In June 2023, the Darran.gu Wulagura women's Indigenous ranger team worked in collaboration with the Australian Wildlife Conservancy to survey the bandicoot population on Wilinggin country (in the Kimberley) for the first time ever. The survey, which was carried out in the survey in the Charnley River-Artesian Range Wildlife Sanctuary in northern WA, involved trapping, examining, and identifying 94 individual golden bandicoots over the six nights. The objective was to ensure that translocation of some of the animals would not negatively affect the existing population. In August 2023, the joint teams translocated 40 of the animals from the Charnley River-Artesian Range Sanctuary to the 9,450 ha Newhaven Wildlife Sanctuary, which is located around 360 km north-west of Alice Springs. These would be joined by a further 60 bandicoots from Barrow Island the following week.

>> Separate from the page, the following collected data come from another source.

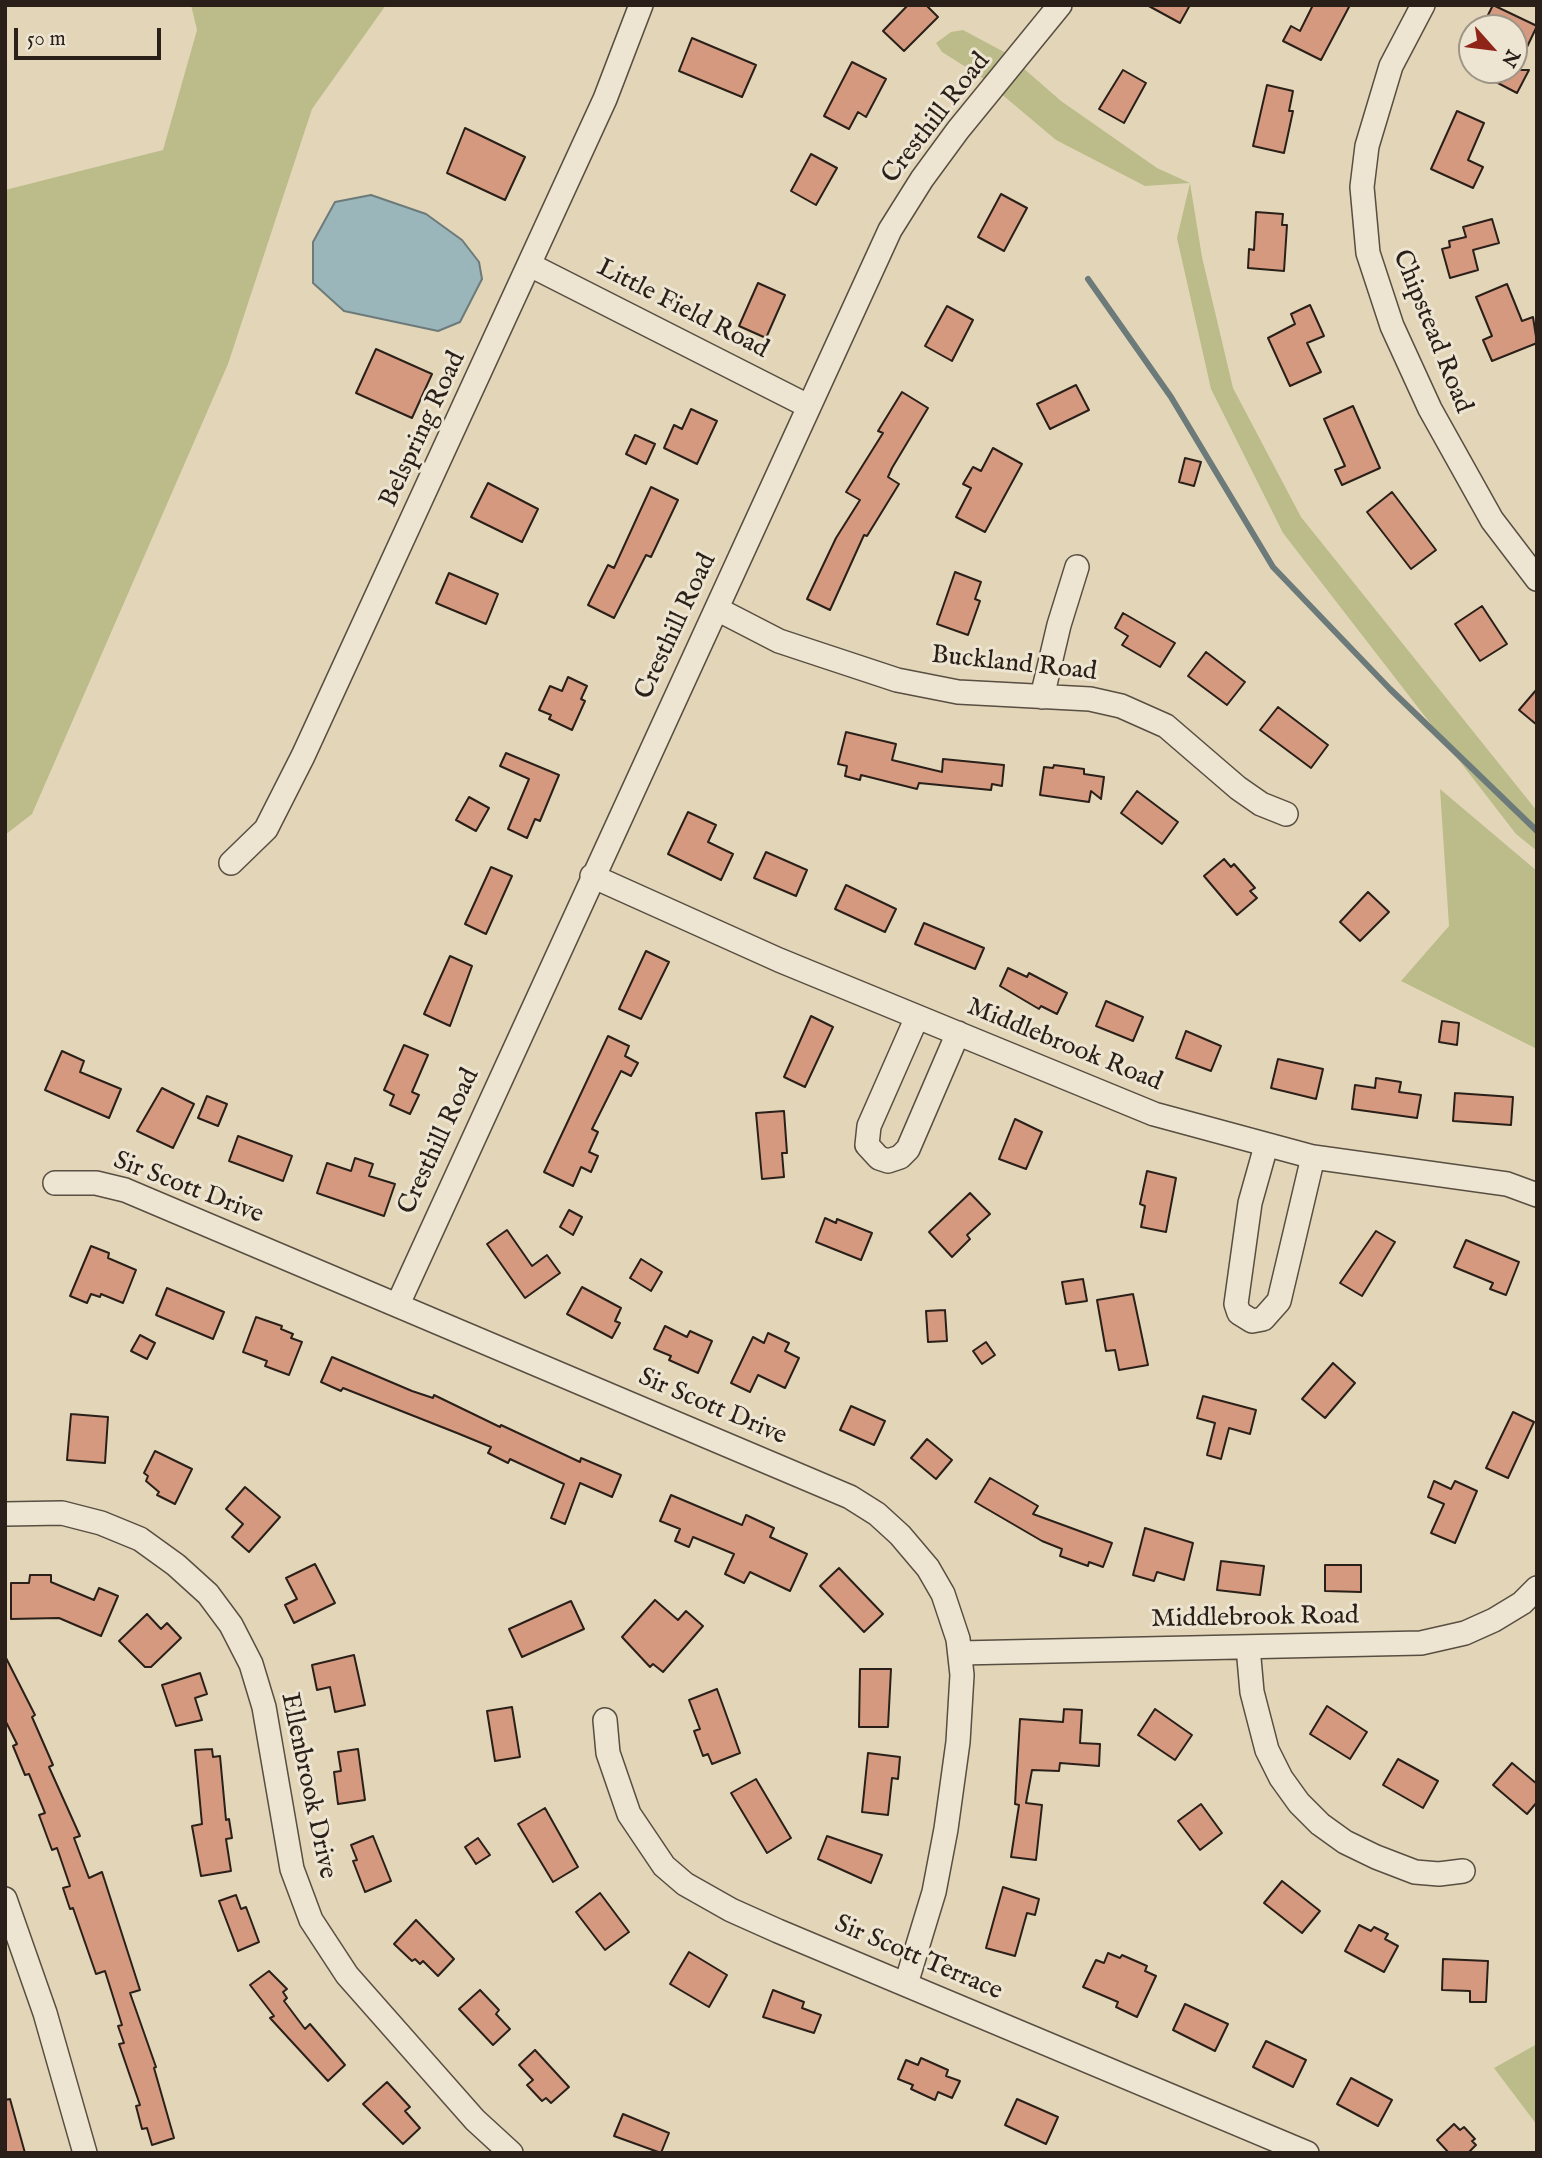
<!DOCTYPE html>
<style>
body{margin:0}
#map{position:relative;width:1542px;height:2158px;overflow:hidden;background:#e3d6b8;font-family:"IM FELL English",serif}
canvas{display:block}
.frame{position:absolute;inset:0;border:7px solid #2a2019;pointer-events:none}
.north{position:absolute;left:1458px;top:14px;width:70px;height:70px;box-sizing:border-box;background:#ede4d1;border:2px solid #9f9687;border-radius:50%;rotate:118deg;font-size:19px;font-weight:700;line-height:28px;text-align:center;color:#2a2019}
.north::after{content:'';display:block;margin:auto;width:24px;height:32px;background:#8f2418;clip-path:polygon(50% 0,100% 100%,50% 72%,0 100%)}
.scale{position:absolute;left:14px;top:28px;width:147px;height:32px;box-sizing:border-box;border:4px solid #2a2019;border-top:0;padding-left:9px;font-size:21px;line-height:24px;white-space:nowrap;color:#2a2019;-webkit-text-stroke:5px #ede4d1;paint-order:stroke}
</style>
<div id="map">
<canvas width="1542" height="2158"></canvas>
<div class="frame"></div>
<div class="north">N</div>
<div class="scale">50 m</div>
</div>
<script>
const g = document.querySelector('canvas').getContext('2d');
g.lineJoin = 'round';
function fillPath(path, color) {
  g.fillStyle = color;
  g.fill(path, 'evenodd');
}
function shape(rows) {
  const path = new Path2D();
  for (const r of rows) {
    path.moveTo(r[0], r[1]);
    for (let i = 2; i < r.length; i += 2) path.lineTo(r[i], r[i + 1]);
  }
  return path;
}
function strokePath(path, color, width, dash) {
  g.strokeStyle = color;
  g.lineWidth = width;
  g.lineCap = dash ? 'butt' : 'round';
  g.setLineDash(dash || []);
  g.stroke(path);
}
function write(font, color, halo, rows, align = 'center') {
  g.font = font + ' "IM FELL English",serif';
  g.lineWidth = 6;
  g.setLineDash([]);
  g.textBaseline = 'middle';
  g.strokeStyle = halo;
  g.fillStyle = color;
  for (const [text, x, y, turn = 0] of rows) {
    g.save();
    g.translate(x, y);
    g.rotate((+turn || 0) * Math.PI / 180);
    g.textAlign = isNaN(turn) ? turn : align;
    if (halo) g.strokeText(text, 0, 0);
    g.fillText(text, 0, 0);
    g.restore();
  }
}
const green = shape([
 [191,5,386,5,312,109,228,364,32,814,5,835,5,190,163,150,197,30],
 [963,30,1006,53,1061,101,1157,168,1190,183,1202,257,1233,388,1301,517,1537,811,1537,851,1516,834,1283,533,1211,389,1177,238,1190,183,1145,186,1056,140,980,76,942,52,936,43,951,32],
 [1440,789,1537,871,1537,1049,1401,981,1449,926],
 [1537,2044,1537,2125,1494,2068]
]);
const water = shape([
 [371,195,426,214,462,240,479,262,482,279,460,322,438,331,344,311,313,283,313,242,335,202,371,195]
]);
const stream = shape([
 [1088,279,1171,397,1273,567,1390,689,1537,831]
]);
const building = shape([
 [908,5,926,5,938,17,904,51,883,31,908,5],
 [1147,5,1190,5,1180,23,1147,5],
 [1313,5,1350,5,1321,60,1283,41,1291,26,1300,31,1313,5],
 [1493,5,1537,26,1516,70,1529,70,1517,93,1473,70,1514,70,1514,28,1489,28,1492,22,1486,19,1493,5],
 [692,38,756,65,742,97,679,71,692,38],
 [852,62,886,79,866,117,858,112,849,129,824,116,852,62],
 [1123,70,1146,83,1124,123,1099,109,1123,70],
 [1267,85,1293,91,1289,111,1293,111,1284,153,1253,146,1267,85],
 [1457,111,1484,123,1468,160,1483,167,1473,188,1431,169,1457,111],
 [465,128,525,157,505,200,447,173,465,128],
 [811,154,837,168,816,205,791,191,811,154],
 [1001,194,1027,208,1004,251,978,237,1001,194],
 [1256,212,1283,214,1282,225,1287,225,1284,271,1248,268,1249,249,1254,250,1256,212],
 [1492,219,1499,243,1473,250,1478,270,1450,278,1442,249,1450,247,1449,241,1466,237,1463,227,1492,219],
 [758,283,785,295,766,338,739,326,758,283],
 [1507,284,1522,321,1533,317,1537,343,1492,361,1483,340,1492,336,1476,297,1507,284],
 [1310,305,1324,336,1307,343,1321,372,1290,386,1268,338,1295,324,1291,314,1310,305],
 [947,306,973,320,952,361,925,346,947,306],
 [376,349,432,374,412,418,356,393,376,349],
 [1076,385,1089,410,1050,429,1037,404,1076,385],
 [902,392,928,408,892,468,888,477,899,484,867,536,864,535,830,610,807,599,836,538,860,500,846,492,883,433,878,431,902,392],
 [1353,406,1380,468,1342,485,1335,470,1345,466,1324,419,1353,406],
 [691,409,717,421,697,464,664,448,674,425,682,429,691,409],
 [635,435,655,444,646,464,626,454,635,435],
 [993,448,1022,464,985,532,956,517,971,488,963,484,973,467,981,471,993,448],
 [1185,458,1201,462,1194,486,1179,482,1185,458],
 [488,483,538,509,522,542,471,517,488,483],
 [651,487,678,500,651,557,646,555,614,618,588,605,608,565,614,568,651,487],
 [1392,492,1436,550,1411,569,1367,512,1392,492],
 [955,572,981,582,975,599,980,601,968,635,937,624,955,572],
 [449,573,498,594,486,624,436,603,449,573],
 [1482,606,1507,644,1480,661,1455,624,1482,606],
 [1123,613,1175,643,1160,667,1122,645,1128,636,1115,628,1123,613],
 [1206,652,1245,682,1227,705,1188,676,1206,652],
 [568,677,587,686,581,699,585,701,572,730,549,719,551,715,539,710,550,686,562,691,568,677],
 [1537,689,1537,725,1519,710,1537,689],
 [1278,707,1328,745,1311,768,1260,730,1278,707],
 [846,732,896,744,892,760,942,772,943,759,1004,765,1002,786,992,784,991,790,919,783,917,789,861,775,860,780,845,776,847,766,838,764,846,732],
 [506,753,559,775,540,821,535,819,527,838,508,829,529,779,500,766,506,753],
 [1054,765,1084,769,1084,774,1104,777,1101,799,1091,791,1089,802,1040,795,1044,767,1053,768,1054,765],
 [1137,791,1178,822,1162,844,1121,813,1137,791],
 [469,797,489,808,476,831,456,820,469,797],
 [688,812,716,825,708,842,733,854,721,880,668,854,688,812],
 [766,852,807,870,796,896,754,878,766,852],
 [1224,859,1231,867,1234,864,1255,888,1250,891,1257,898,1237,915,1204,876,1224,859],
 [491,867,512,876,486,934,465,924,491,867],
 [846,885,896,909,885,932,835,909,846,885],
 [1368,892,1389,912,1360,941,1340,922,1368,892],
 [924,923,984,948,975,969,915,944,924,923],
 [646,951,669,962,641,1019,619,1009,646,951],
 [450,956,472,966,450,1026,424,1014,450,956],
 [1008,968,1027,977,1029,973,1067,993,1057,1014,1041,1006,1039,1009,1000,986,1008,968],
 [1106,1001,1143,1017,1133,1041,1096,1026,1106,1001],
 [811,1016,833,1027,805,1087,784,1077,811,1016],
 [1442,1021,1459,1023,1457,1045,1439,1042,1442,1021],
 [1186,1031,1221,1046,1211,1071,1176,1058,1186,1031],
 [608,1036,629,1046,625,1056,638,1063,631,1076,621,1071,592,1129,598,1132,589,1152,598,1156,591,1172,581,1167,573,1186,544,1172,608,1036],
 [404,1045,428,1055,412,1092,419,1095,410,1114,390,1105,394,1095,384,1090,404,1045],
 [62,1051,84,1061,80,1072,121,1089,109,1118,45,1090,62,1051],
 [1278,1059,1323,1069,1316,1099,1271,1088,1278,1059],
 [1376,1078,1401,1082,1399,1092,1421,1095,1417,1118,1352,1109,1355,1085,1375,1088,1376,1078],
 [162,1088,194,1104,173,1148,137,1131,162,1088],
 [1455,1093,1513,1097,1511,1125,1453,1121,1455,1093],
 [207,1096,227,1104,218,1126,198,1118,207,1096],
 [784,1111,787,1153,782,1153,784,1177,762,1179,756,1113,784,1111],
 [1015,1119,1042,1132,1026,1169,999,1159,1015,1119],
 [238,1136,292,1156,283,1181,229,1161,238,1136],
 [355,1158,373,1164,369,1176,395,1184,384,1216,317,1193,327,1163,351,1171,355,1158],
 [1147,1171,1176,1178,1166,1232,1141,1227,1145,1206,1140,1204,1147,1171],
 [970,1193,990,1214,967,1235,970,1239,952,1257,929,1232,970,1193],
 [569,1210,582,1217,573,1235,560,1227,569,1210],
 [825,1218,836,1223,837,1219,872,1233,861,1260,816,1242,825,1218],
 [507,1230,532,1266,547,1255,560,1273,525,1298,487,1244,507,1230],
 [1376,1231,1395,1242,1362,1296,1340,1283,1376,1231],
 [1466,1240,1519,1262,1506,1295,1490,1289,1493,1283,1454,1267,1466,1240],
 [91,1246,109,1253,108,1258,136,1270,123,1303,101,1294,100,1297,91,1294,87,1303,70,1296,91,1246],
 [641,1259,662,1272,651,1291,630,1278,641,1259],
 [1083,1279,1087,1301,1066,1304,1062,1282,1083,1279],
 [582,1287,621,1308,615,1321,620,1323,612,1338,567,1314,582,1287],
 [167,1288,224,1312,213,1339,156,1315,167,1288],
 [1133,1294,1148,1365,1119,1370,1115,1350,1106,1351,1097,1300,1133,1294],
 [945,1310,947,1341,928,1342,926,1311,945,1310],
 [256,1317,282,1326,281,1329,293,1334,291,1338,302,1342,289,1375,265,1366,267,1361,243,1352,256,1317],
 [665,1326,687,1337,690,1331,712,1341,698,1373,669,1360,671,1356,654,1349,665,1326],
 [768,1333,789,1343,785,1351,799,1358,785,1388,758,1375,750,1392,731,1383,753,1337,764,1343,768,1333],
 [140,1335,155,1343,147,1359,131,1351,140,1335],
 [986,1342,995,1355,982,1364,973,1351,986,1342],
 [332,1357,412,1391,433,1398,434,1395,500,1427,501,1425,580,1462,581,1458,621,1475,612,1497,580,1483,565,1524,551,1518,564,1484,510,1459,508,1463,488,1453,491,1447,457,1433,343,1388,341,1391,321,1382,332,1357],
 [1333,1363,1355,1383,1325,1418,1302,1399,1333,1363],
 [1203,1396,1256,1410,1250,1434,1229,1428,1221,1459,1207,1455,1215,1423,1197,1418,1203,1396],
 [851,1406,885,1421,874,1445,840,1430,851,1406],
 [1513,1412,1534,1422,1508,1478,1486,1468,1513,1412],
 [71,1414,108,1417,105,1463,67,1460,71,1414],
 [927,1439,952,1460,936,1479,911,1458,927,1439],
 [155,1451,192,1469,175,1504,157,1495,159,1492,146,1481,148,1476,144,1473,155,1451],
 [990,1478,1038,1506,1033,1514,1112,1543,1103,1567,1089,1562,1088,1566,1060,1556,1062,1549,1042,1541,975,1502,990,1478],
 [1434,1481,1451,1489,1455,1481,1477,1491,1455,1543,1431,1533,1444,1504,1428,1497,1434,1481],
 [245,1487,280,1517,249,1552,232,1537,243,1524,226,1509,245,1487],
 [671,1495,742,1525,746,1515,774,1528,770,1537,807,1554,790,1591,750,1572,744,1583,725,1574,734,1554,693,1537,689,1547,675,1541,680,1529,660,1521,671,1495],
 [1145,1528,1193,1543,1184,1580,1157,1572,1154,1581,1133,1575,1145,1528],
 [1221,1561,1264,1566,1260,1595,1217,1590,1221,1561],
 [315,1564,335,1603,294,1623,285,1605,297,1599,286,1578,315,1564],
 [1325,1565,1361,1565,1361,1592,1325,1591,1325,1565],
 [839,1568,883,1614,864,1632,820,1586,839,1568],
 [30,1575,51,1575,51,1582,94,1600,99,1588,118,1596,101,1636,59,1618,11,1619,11,1583,29,1583,30,1575],
 [655,1600,678,1620,686,1611,703,1626,663,1672,653,1664,650,1667,622,1637,655,1600],
 [571,1601,584,1629,522,1657,509,1629,571,1601],
 [147,1614,161,1629,167,1623,181,1638,151,1667,145,1667,119,1641,147,1614],
 [354,1655,365,1705,335,1712,330,1687,317,1690,312,1665,354,1655],
 [5,1656,35,1715,32,1717,53,1765,49,1767,80,1836,74,1838,89,1878,102,1872,140,1990,130,1993,156,2067,154,2068,174,2138,152,2145,147,2128,142,2129,136,2106,140,2105,119,2044,124,2043,118,2026,122,2025,105,1971,96,1974,73,1908,70,1909,63,1888,70,1886,57,1848,52,1850,39,1815,45,1813,29,1774,25,1775,13,1746,17,1744,5,1720,5,1656],
 [860,1669,891,1669,888,1727,859,1727,860,1669],
 [200,1673,207,1694,195,1698,202,1720,176,1726,162,1685,200,1673],
 [717,1689,740,1753,712,1764,708,1754,703,1756,694,1731,700,1729,689,1700,717,1689],
 [1327,1706,1367,1732,1350,1759,1310,1734,1327,1706],
 [512,1707,520,1757,495,1761,487,1711,512,1707],
 [1064,1709,1082,1710,1080,1743,1100,1744,1099,1766,1060,1763,1059,1771,1032,1770,1026,1803,1042,1805,1036,1860,1011,1857,1019,1805,1015,1804,1020,1719,1063,1722,1064,1709],
 [1155,1709,1192,1735,1175,1760,1138,1735,1155,1709],
 [212,1749,213,1757,220,1756,226,1820,229,1819,232,1838,226,1839,231,1871,201,1876,192,1826,202,1824,195,1750,212,1749],
 [358,1749,365,1800,338,1804,334,1772,341,1771,338,1752,358,1749],
 [868,1753,900,1757,898,1779,892,1778,888,1815,862,1812,868,1753],
 [1398,1759,1438,1781,1423,1808,1383,1785,1398,1759],
 [1512,1763,1537,1784,1537,1802,1527,1814,1493,1785,1512,1763],
 [756,1779,791,1838,767,1853,731,1793,756,1779],
 [1201,1804,1222,1833,1200,1850,1178,1821,1201,1804],
 [545,1808,578,1867,553,1882,518,1824,545,1808],
 [373,1836,391,1881,365,1892,353,1861,357,1860,351,1845,373,1836],
 [827,1836,882,1855,871,1883,818,1859,827,1836],
 [478,1838,490,1855,476,1864,465,1847,478,1838],
 [1282,1881,1320,1911,1302,1933,1264,1903,1282,1881],
 [1003,1887,1039,1899,1035,1915,1027,1913,1015,1956,986,1948,1003,1887],
 [600,1893,629,1932,605,1950,576,1912,600,1893],
 [236,1895,241,1909,246,1907,259,1942,238,1951,219,1901,236,1895],
 [416,1920,454,1959,438,1976,423,1961,420,1964,415,1959,412,1961,394,1944,416,1920],
 [1359,1925,1371,1931,1374,1927,1388,1934,1385,1939,1398,1946,1384,1972,1345,1951,1359,1925],
 [689,1952,727,1975,709,2007,670,1984,689,1952],
 [1108,1953,1120,1958,1122,1955,1147,1966,1145,1971,1156,1976,1137,2017,1116,2007,1118,2002,1083,1987,1096,1960,1104,1963,1108,1953],
 [1443,1959,1488,1961,1486,2002,1470,2002,1470,1991,1442,1990,1443,1959],
 [269,1971,287,1989,283,1992,287,1998,284,2001,305,2029,310,2024,345,2065,328,2081,270,2018,274,2016,250,1985,269,1971],
 [480,1990,499,2010,496,2014,510,2029,493,2045,459,2009,480,1990],
 [773,1990,804,2002,802,2008,821,2015,814,2033,763,2017,773,1990],
 [1185,2004,1228,2024,1215,2051,1173,2030,1185,2004],
 [1266,2041,1306,2060,1293,2087,1253,2067,1266,2041],
 [535,2050,569,2087,551,2103,546,2098,542,2101,527,2085,533,2080,519,2065,535,2050],
 [921,2058,948,2070,946,2076,960,2081,952,2098,938,2092,935,2100,911,2089,913,2085,898,2079,906,2060,918,2065,921,2058],
 [1351,2078,1392,2100,1378,2126,1337,2104,1351,2078],
 [387,2082,410,2107,405,2111,420,2128,403,2144,363,2104,387,2082],
 [10,2099,25,2153,5,2153,5,2100,10,2099],
 [1017,2099,1058,2117,1046,2144,1005,2125,1017,2099],
 [623,2114,669,2133,661,2153,614,2136,623,2114],
 [1454,2124,1460,2130,1464,2127,1475,2139,1472,2141,1476,2145,1468,2153,1449,2153,1437,2140,1454,2124]
]);
const street = shape([
 [1423,5,1391,66,1367,146,1362,187,1368,253,1392,326,1430,409,1492,520,1537,579],
 [530,265,808,406],
 [717,609,779,641,897,680,958,692,1090,699,1121,706,1166,726,1238,788,1261,804,1286,814],
 [1042,697,1059,625,1077,567],
 [231,863,266,829,303,756,605,99,641,5],
 [592,876,779,960,1154,1114,1313,1157,1507,1184,1537,1195],
 [917,1017,869,1126,867,1145,879,1158,888,1161,900,1157,908,1149,958,1033],
 [1266,1146,1250,1203,1236,1304,1239,1313,1252,1321,1263,1319,1279,1301,1313,1157],
 [55,1183,96,1183,125,1190,850,1497,877,1514,900,1535,928,1568,943,1594,958,1639,962,1675,958,1742,946,1829,934,1892,906,1984],
 [398,1304,890,230,922,179,958,130,1060,5],
 [5,1514,62,1513,101,1523,140,1539,176,1565,208,1594,231,1625,251,1664,264,1707,292,1869,311,1920,347,1975,475,2120,511,2153],
 [1248,1647,1252,1692,1267,1750,1281,1778,1299,1803,1320,1824,1345,1842,1376,1857,1415,1872,1439,1874,1463,1871],
 [960,1653,1421,1643,1465,1633,1494,1620,1522,1603,1537,1588],
 [605,1720,608,1753,629,1814,664,1866,685,1884,731,1910,778,1931,1307,2153],
 [5,1899,45,2013,85,2153]
]);
const streetNames = [
 ["Cresthill Road",937,119,-52],
 ["Little Field Road",682,310,27],
 ["Chipstead Road",1431,332,68],
 ["Belspring Road",424,430,-65],
 ["Cresthill Road",677,627,-65],
 ["Buckland Road",1014,665,6],
 ["Middlebrook Road",1064,1046,22],
 ["Cresthill Road",440,1142,-65],
 ["Sir Scott Drive",188,1189,21],
 ["Sir Scott Drive",712,1408,23],
 ["Middlebrook Road",1255,1619,-1],
 ["Ellenbrook Drive",307,1786,78],
 ["Sir Scott Terrace",918,1959,23]
];
fillPath(green, '#bbbc8a');
fillPath(water, '#9ab6ba');
strokePath(water, '#6d7a7a', 2);
strokePath(stream, '#6d7a7a', 6);
fillPath(building, '#d4997e');
strokePath(building, '#2a2019', 2);
strokePath(street, '#584e41', 26);
strokePath(street, '#ede4d1', 23);
write('26px', '#2a2019', '#ede4d1', streetNames);
</script>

==In indigenous Australian culture==
The animal, known as Wan'kurra in the Yolngu language, features prominently in song-cycles in the ceremonies of the Gumatj people of Arnhem Land. It is a common motif in the work of artist Nancy Gaymala Yunupingu, often running through scrubland.

It used to be referred to as "old people's food" by some Aboriginal people, because of their slow pace.